Mild cases involving temporary blood flow disruption to the nerve often improve with activity modifications and therapy alone. For cases that don’t respond, or where there’s evidence of progressive nerve damage, the window for effective treatment narrows. Experts generally recommend that if surgical decompression is needed, it’s best performed within 3 to 6 months of symptom onset to prevent irreversible changes in sensation or muscle strength. Patients with a long history of compression are at higher risk of progressing from reversible blood flow problems to actual nerve fiber loss.

What Surgery Looks Like Long-Term

When conservative measures fail, decompression surgery aims to physically relieve the pressure on the nerve, whether by removing a disc fragment, trimming a bone spur, or releasing a tight ligament. A prospective study tracking patients for five years after spinal decompression found significant improvements in back and leg pain that were sustained at one year and still present, though slightly diminished, at five years. Physical function scores followed a similar pattern, with strong gains at one year and borderline but still significant improvement at the five-year mark.

Social functioning told a different story. Patients saw meaningful improvement at one year, but those gains faded by the five-year follow-up. This suggests that while surgery reliably reduces pain and improves physical ability over the long term, broader quality-of-life factors are influenced by more than just nerve decompression. It’s also worth noting that the study had a 66% follow-up rate at five years, meaning some patients were lost to tracking, which could skew results in either direction.

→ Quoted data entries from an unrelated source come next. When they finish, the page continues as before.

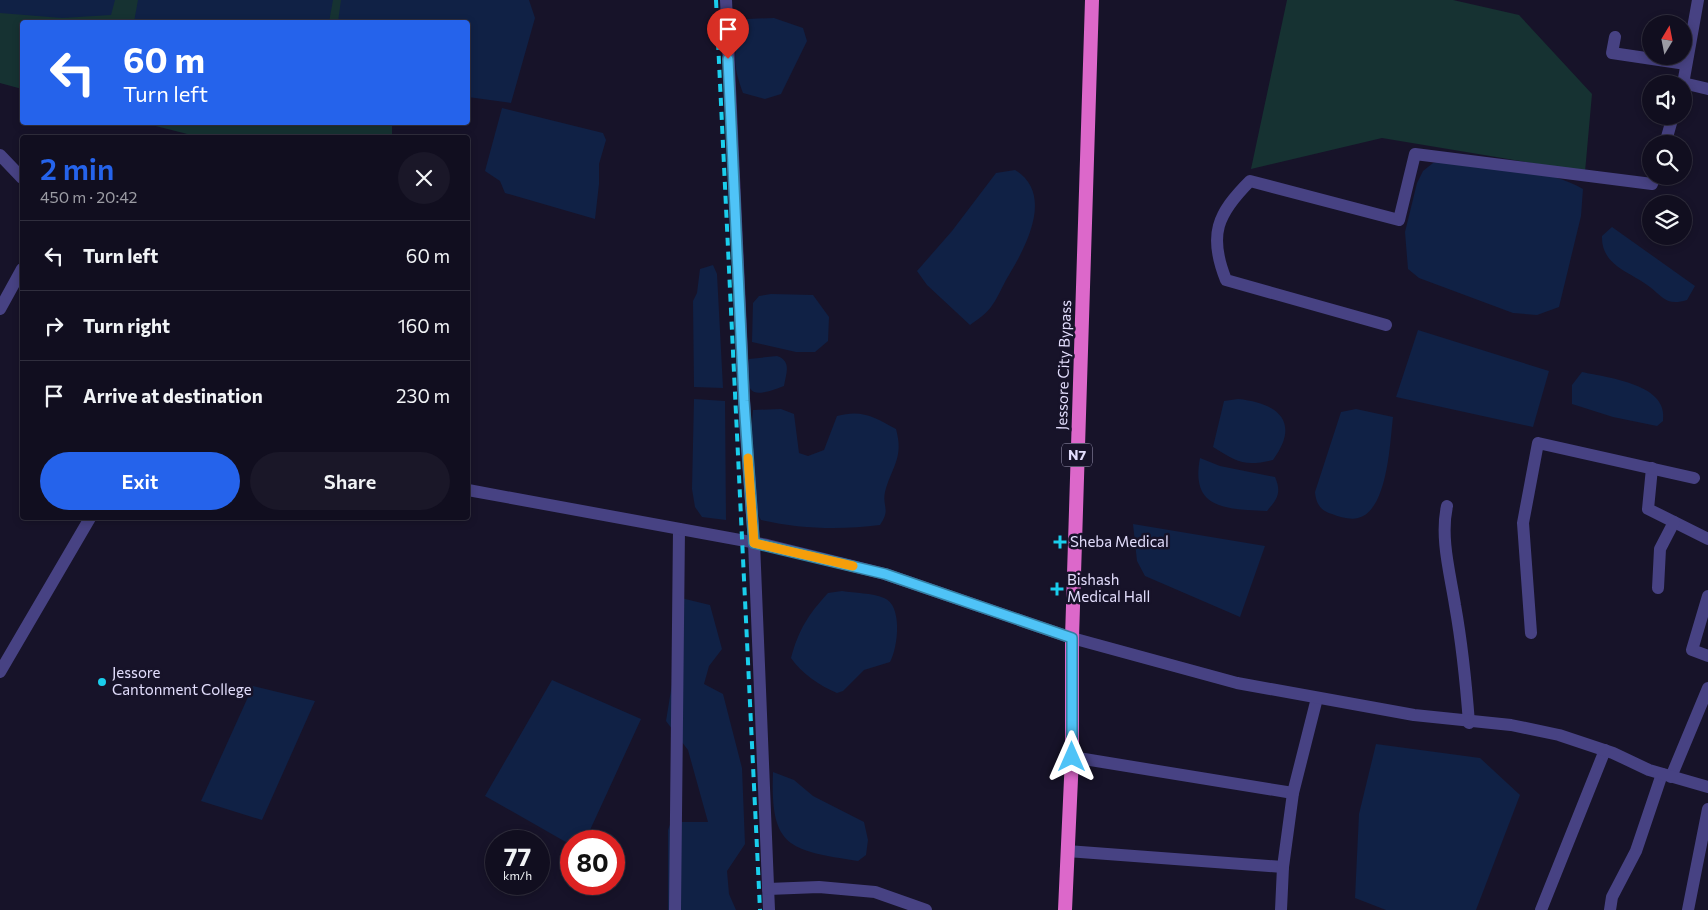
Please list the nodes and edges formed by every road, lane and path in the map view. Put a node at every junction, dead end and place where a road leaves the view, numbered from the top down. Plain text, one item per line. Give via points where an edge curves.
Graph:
1 (726, 0) edge
2 (1092, 0) edge
3 (1698, 0) edge
4 (1692, 32) edge
5 (1616, 37) dead end
6 (1642, 57) edge
7 (1692, 85) edge
8 (1708, 89) edge
9 (0, 155) edge
10 (20, 176) edge
11 (1642, 183) edge
12 (20, 273) edge
13 (0, 310) edge
14 (1386, 325) dead end
15 (1652, 468) junction
16 (1694, 478) dead end
17 (470, 490) edge
18 (1447, 506) dead end
19 (89, 520) edge
20 (1674, 522) junction
21 (678, 529) junction
22 (1708, 540) edge
23 (754, 543) junction
24 (1658, 588) dead end
25 (1708, 596) edge
26 (1531, 633) dead end
27 (1072, 638) junction
28 (1708, 656) edge
29 (0, 672) edge
30 (1708, 688) edge
31 (1318, 698) junction
32 (1469, 722) junction
33 (1605, 750) junction
34 (1072, 757) junction
35 (1667, 775) junction
36 (1708, 787) edge
37 (1293, 793) junction
38 (1708, 808) edge
39 (1067, 851) junction
40 (1283, 867) junction
41 (768, 889) junction
42 (676, 910) edge
43 (769, 910) edge
44 (926, 910) edge
45 (1065, 910) edge
46 (1281, 910) edge
47 (1541, 910) edge
48 (1610, 910) edge
49 (1688, 910) edge

1 - 23 street via 745,420
2 - 27 highway, Jessore City Bypass / N7
3 - 4 street
5 - 6 street via 1612,53
7 - 8 street
9 - 10 street
11 - 14 street via 1415,154 1399,220 1250,181 1230,201 1217,237 1217,256 1226,280
12 - 13 street
15 - 16 street
15 - 20 street via 1648,509
15 - 26 street via 1538,443 1523,523
17 - 21 street
18 - 32 street via 1444,519 1447,558
19 - 29 street
20 - 22 street
20 - 24 street via 1660,549
21 - 23 street
21 - 42 street
23 - 27 street via 885,574
23 - 41 street
25 - 28 street via 1692,650
27 - 31 street via 1237,683
27 - 34 highway, Jessore City Bypass / N7
30 - 35 street
31 - 32 street
31 - 37 street
32 - 33 street via 1530,729
33 - 35 street
33 - 47 street
34 - 37 street
34 - 39 highway, Jessore City Bypass / N7
35 - 36 street
35 - 48 street via 1636,851 1612,898
37 - 40 street
38 - 49 street
39 - 40 street
39 - 45 highway, Jessore City Bypass / N7
40 - 46 street
41 - 43 street
41 - 44 street via 819,887 875,892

For peripheral nerve entrapments outside the spine, timing matters considerably. Mixed nerves (those carrying both motor and sensory signals) do best when decompressed early. If a nerve has been completely severed, efforts to restore function should ideally happen within a year, because muscle tissue that has lost its nerve supply gradually becomes unable to recover. For chronic compression cases, early intervention is consistently preferred over a wait-and-see approach once there are signs of worsening weakness or sensation loss.